Disaster recovery of single node Kubernetes control plane

Overview

There are many possible root causes why control plane might become unavailable. Lets review most common scenarios and mitigation steps.

Mitigation steps in this article build around AWS public cloud features, but all popular public cloud offerings have similar functionality.

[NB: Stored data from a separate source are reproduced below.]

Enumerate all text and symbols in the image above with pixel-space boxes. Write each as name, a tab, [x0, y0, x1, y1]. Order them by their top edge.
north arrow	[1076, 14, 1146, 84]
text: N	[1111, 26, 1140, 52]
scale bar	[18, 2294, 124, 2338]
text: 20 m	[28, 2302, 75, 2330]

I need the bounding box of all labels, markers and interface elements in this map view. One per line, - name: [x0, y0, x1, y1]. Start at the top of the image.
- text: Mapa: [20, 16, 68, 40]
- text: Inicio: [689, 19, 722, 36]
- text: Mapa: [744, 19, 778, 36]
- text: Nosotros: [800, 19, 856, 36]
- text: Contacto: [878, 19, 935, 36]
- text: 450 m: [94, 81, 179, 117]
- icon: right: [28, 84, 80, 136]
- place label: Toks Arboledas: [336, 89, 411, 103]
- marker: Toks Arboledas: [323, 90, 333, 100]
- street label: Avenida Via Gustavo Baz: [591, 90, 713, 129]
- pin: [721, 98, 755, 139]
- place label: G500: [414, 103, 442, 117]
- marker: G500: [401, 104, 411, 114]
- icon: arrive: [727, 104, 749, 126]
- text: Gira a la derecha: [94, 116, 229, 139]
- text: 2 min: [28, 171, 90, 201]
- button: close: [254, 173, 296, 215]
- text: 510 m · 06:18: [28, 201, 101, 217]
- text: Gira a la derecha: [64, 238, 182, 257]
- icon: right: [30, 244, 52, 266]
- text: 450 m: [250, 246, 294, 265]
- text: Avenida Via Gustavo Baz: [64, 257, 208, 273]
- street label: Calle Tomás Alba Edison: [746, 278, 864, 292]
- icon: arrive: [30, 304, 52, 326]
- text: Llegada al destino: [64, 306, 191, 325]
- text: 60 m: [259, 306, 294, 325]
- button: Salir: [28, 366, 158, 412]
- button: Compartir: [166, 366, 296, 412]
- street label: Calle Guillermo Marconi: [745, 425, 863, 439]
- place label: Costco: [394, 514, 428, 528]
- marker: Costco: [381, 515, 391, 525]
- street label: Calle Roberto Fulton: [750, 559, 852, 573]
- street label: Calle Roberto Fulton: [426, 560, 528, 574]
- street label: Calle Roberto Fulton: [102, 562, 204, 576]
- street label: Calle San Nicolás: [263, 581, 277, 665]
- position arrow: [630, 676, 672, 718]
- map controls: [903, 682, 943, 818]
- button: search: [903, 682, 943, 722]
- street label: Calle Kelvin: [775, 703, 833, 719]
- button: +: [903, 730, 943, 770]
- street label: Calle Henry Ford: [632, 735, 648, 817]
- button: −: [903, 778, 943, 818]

Apiserver VM shutdown or apiserver crashing

Results

unable to stop, update, or start new pods, services, replication controller
existing pods and services should continue to work normally, unless they depend on the Kubernetes API

Mitigations

In case of apiserver crash

Apiserver is a POD, so it’s responsibility of kubelet to restart the pod.
Kubelet itself is monitored by systemd which will restart kubelet in case of failure.

In case of VM shutdown

AWS Cloudwatch approach based on instance status check:

Create Cloudwatch Alarm
Choose EC2 Per-Instance metrics “StatusCheckFailed_Instance”
Select threshold StatusCheckFailed_Instance >= 1 for 2 datapoints within 2 minutes
Set EC2 action “Reboot this instance” when check is in “Alarm”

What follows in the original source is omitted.